Assignment :: Transcribe exactly the line containing "Which roads connect" plus every later line in the data.

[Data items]
==========
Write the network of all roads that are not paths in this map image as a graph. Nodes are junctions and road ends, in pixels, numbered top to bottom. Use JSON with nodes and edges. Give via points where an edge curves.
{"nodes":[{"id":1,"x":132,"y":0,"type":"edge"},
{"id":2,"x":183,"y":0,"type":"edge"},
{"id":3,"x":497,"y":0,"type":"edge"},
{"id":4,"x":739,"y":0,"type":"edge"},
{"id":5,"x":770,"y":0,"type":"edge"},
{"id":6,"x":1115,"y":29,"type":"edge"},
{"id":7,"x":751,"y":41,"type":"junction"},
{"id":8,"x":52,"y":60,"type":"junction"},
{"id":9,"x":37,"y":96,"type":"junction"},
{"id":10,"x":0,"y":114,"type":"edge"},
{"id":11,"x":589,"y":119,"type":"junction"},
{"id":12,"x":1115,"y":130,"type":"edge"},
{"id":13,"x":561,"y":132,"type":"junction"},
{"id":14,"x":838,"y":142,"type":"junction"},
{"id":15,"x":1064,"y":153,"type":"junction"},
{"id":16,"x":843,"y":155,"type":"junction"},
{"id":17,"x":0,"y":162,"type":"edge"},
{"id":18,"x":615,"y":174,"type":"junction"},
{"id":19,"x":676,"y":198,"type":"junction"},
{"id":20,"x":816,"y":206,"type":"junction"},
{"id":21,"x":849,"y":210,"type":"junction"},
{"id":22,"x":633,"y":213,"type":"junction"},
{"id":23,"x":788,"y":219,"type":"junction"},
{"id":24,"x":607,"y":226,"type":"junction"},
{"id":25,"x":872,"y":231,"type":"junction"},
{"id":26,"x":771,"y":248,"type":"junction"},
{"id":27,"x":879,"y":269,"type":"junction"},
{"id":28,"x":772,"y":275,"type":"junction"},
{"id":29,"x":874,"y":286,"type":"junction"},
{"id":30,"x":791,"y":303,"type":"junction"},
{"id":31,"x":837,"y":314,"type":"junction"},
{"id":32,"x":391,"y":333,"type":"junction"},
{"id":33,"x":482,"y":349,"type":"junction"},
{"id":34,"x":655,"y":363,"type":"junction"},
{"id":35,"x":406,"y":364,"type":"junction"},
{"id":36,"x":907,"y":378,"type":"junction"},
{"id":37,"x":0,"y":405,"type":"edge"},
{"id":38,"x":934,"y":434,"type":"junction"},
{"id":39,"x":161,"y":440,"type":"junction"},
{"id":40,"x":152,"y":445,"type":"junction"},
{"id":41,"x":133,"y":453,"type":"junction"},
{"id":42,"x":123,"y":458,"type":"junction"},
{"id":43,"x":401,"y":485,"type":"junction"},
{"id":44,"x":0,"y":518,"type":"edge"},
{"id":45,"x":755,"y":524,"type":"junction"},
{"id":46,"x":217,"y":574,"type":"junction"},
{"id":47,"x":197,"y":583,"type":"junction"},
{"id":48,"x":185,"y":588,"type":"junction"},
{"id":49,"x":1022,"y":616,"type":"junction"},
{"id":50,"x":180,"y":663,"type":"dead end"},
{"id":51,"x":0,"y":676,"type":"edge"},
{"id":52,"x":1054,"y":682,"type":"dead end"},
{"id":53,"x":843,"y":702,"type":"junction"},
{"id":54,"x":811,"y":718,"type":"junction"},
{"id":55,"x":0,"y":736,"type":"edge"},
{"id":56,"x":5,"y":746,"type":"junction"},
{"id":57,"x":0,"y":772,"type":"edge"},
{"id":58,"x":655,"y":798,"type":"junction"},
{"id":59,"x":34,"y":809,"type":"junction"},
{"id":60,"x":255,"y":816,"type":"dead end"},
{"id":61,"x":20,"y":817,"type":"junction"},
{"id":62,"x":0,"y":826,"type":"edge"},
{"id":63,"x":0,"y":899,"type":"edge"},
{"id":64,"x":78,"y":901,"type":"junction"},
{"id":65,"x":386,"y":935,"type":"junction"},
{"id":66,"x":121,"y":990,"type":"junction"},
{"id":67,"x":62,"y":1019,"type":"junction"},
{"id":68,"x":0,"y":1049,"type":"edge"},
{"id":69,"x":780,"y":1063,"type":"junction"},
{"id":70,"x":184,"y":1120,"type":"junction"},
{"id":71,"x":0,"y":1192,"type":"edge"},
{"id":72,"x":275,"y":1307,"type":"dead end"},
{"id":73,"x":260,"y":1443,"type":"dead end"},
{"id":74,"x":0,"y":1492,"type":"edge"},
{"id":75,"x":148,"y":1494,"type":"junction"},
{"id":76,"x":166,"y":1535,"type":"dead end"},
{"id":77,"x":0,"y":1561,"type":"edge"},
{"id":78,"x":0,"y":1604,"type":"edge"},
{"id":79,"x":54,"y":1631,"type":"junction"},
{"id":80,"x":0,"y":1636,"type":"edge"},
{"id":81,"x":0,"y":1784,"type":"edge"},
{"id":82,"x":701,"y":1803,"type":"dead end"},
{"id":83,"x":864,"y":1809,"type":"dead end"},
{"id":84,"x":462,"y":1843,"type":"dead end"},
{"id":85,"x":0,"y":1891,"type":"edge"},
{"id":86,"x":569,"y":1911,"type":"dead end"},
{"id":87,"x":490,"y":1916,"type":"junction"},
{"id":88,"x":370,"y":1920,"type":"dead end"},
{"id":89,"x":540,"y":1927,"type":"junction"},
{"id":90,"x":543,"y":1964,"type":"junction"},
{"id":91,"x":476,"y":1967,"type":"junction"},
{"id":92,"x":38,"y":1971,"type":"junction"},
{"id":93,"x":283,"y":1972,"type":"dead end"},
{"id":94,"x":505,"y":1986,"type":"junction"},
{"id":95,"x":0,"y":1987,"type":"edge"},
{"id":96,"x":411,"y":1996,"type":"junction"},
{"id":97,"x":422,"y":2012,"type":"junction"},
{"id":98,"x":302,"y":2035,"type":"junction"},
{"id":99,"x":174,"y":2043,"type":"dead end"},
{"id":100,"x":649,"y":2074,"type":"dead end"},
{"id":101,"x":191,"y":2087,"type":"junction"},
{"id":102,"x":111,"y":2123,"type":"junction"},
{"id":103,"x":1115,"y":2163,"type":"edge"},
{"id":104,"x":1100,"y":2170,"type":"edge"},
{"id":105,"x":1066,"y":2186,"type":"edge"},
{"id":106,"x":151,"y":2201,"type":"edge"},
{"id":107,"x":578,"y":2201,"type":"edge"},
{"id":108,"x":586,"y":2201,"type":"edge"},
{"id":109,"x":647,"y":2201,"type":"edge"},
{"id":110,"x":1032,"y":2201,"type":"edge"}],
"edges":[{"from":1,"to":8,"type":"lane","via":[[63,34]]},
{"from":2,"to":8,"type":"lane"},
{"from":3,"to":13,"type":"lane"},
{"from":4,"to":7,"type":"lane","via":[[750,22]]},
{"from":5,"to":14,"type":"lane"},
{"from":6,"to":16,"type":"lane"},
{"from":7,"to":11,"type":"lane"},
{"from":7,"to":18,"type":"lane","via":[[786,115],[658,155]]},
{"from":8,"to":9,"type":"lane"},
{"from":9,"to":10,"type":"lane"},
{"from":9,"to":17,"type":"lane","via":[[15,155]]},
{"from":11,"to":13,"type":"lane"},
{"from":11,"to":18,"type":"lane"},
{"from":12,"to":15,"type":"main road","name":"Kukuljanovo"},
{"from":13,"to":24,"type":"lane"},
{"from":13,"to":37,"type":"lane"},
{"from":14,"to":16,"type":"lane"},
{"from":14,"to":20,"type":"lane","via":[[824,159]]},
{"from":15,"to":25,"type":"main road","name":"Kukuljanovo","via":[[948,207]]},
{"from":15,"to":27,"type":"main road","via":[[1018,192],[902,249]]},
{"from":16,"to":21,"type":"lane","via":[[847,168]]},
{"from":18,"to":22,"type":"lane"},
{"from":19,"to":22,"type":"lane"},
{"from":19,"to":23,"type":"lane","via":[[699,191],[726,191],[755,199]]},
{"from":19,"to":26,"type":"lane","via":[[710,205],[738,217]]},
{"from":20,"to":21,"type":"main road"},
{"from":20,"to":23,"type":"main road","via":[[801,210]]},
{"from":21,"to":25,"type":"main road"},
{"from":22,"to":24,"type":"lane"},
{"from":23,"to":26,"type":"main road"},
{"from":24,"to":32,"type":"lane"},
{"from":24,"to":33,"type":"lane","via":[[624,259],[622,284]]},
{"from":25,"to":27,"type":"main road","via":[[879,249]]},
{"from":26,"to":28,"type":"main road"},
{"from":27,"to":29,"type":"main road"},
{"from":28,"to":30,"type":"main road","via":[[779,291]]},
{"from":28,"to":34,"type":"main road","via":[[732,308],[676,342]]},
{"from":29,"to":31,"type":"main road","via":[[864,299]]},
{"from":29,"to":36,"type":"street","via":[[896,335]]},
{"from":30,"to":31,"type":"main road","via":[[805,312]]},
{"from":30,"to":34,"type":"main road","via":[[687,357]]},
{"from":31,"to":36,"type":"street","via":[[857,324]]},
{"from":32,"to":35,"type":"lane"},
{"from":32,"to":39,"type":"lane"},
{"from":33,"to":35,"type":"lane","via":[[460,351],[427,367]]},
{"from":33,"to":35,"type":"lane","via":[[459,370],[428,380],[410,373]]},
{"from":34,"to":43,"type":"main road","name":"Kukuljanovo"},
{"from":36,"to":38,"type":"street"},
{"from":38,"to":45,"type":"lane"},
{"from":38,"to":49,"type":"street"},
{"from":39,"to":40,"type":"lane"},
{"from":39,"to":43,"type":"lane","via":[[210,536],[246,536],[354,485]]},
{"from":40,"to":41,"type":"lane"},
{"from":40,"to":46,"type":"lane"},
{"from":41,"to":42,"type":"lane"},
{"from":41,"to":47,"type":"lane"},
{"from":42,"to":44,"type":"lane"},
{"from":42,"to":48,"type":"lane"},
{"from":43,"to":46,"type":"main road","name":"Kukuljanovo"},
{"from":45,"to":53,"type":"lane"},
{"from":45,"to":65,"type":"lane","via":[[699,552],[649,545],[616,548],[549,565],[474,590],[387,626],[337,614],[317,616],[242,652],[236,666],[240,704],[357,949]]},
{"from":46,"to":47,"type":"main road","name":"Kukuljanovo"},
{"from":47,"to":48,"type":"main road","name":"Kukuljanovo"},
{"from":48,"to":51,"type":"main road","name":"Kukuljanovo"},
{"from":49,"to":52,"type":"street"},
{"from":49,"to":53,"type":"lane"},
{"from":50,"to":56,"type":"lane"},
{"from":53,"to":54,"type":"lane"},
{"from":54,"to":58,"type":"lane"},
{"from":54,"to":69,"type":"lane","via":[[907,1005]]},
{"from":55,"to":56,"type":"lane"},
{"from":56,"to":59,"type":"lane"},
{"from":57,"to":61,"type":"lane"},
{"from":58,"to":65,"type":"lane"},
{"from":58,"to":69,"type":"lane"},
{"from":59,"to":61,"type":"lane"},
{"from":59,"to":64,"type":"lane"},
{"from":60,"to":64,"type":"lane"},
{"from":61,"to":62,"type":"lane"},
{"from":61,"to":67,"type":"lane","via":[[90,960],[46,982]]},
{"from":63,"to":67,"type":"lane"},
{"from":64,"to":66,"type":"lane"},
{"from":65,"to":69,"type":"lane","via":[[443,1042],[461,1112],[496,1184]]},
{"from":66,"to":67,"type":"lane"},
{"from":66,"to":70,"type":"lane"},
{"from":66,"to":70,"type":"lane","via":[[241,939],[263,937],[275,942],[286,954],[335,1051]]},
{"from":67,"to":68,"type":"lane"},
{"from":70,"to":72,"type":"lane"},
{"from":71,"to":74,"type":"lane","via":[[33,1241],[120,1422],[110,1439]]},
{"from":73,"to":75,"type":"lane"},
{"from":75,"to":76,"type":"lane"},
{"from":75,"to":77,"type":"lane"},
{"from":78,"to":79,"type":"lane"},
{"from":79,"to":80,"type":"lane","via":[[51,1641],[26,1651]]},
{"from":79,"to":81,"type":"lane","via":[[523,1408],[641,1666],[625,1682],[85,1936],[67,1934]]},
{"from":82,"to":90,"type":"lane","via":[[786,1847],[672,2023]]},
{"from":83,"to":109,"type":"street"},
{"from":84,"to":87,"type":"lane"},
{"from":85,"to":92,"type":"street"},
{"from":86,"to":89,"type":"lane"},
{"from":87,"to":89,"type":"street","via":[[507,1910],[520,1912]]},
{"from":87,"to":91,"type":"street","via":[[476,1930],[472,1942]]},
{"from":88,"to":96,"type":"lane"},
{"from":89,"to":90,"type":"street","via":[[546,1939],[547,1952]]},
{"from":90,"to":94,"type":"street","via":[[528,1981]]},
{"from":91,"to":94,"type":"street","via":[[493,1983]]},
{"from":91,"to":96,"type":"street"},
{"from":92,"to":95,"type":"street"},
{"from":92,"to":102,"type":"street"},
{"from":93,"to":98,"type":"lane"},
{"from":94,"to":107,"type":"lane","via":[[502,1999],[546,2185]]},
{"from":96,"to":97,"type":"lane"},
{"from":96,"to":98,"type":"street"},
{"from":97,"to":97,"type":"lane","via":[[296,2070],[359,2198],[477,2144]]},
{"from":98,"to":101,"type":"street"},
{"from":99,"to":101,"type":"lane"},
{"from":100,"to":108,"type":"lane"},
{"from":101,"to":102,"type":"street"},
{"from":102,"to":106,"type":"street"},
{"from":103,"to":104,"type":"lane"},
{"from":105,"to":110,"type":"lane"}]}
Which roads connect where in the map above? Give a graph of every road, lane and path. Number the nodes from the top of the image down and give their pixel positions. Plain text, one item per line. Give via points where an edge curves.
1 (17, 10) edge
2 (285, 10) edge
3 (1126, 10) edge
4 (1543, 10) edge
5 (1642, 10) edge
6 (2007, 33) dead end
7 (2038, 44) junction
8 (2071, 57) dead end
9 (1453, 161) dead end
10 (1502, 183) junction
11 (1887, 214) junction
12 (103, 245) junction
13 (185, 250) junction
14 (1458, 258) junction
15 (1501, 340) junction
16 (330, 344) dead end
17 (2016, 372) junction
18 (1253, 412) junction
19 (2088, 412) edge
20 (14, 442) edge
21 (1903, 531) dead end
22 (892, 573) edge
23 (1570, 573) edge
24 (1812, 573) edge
==========
Answer below ::
Which roads connect where in the map above? Give a graph of every road, lane and path. Number the nodes from the top of the image down and give their pixel positions. Plain text, one item per line. Give via points where an edge curves.
1 (17, 10) edge
2 (285, 10) edge
3 (1126, 10) edge
4 (1543, 10) edge
5 (1642, 10) edge
6 (2007, 33) dead end
7 (2038, 44) junction
8 (2071, 57) dead end
9 (1453, 161) dead end
10 (1502, 183) junction
11 (1887, 214) junction
12 (103, 245) junction
13 (185, 250) junction
14 (1458, 258) junction
15 (1501, 340) junction
16 (330, 344) dead end
17 (2016, 372) junction
18 (1253, 412) junction
19 (2088, 412) edge
20 (14, 442) edge
21 (1903, 531) dead end
22 (892, 573) edge
23 (1570, 573) edge
24 (1812, 573) edge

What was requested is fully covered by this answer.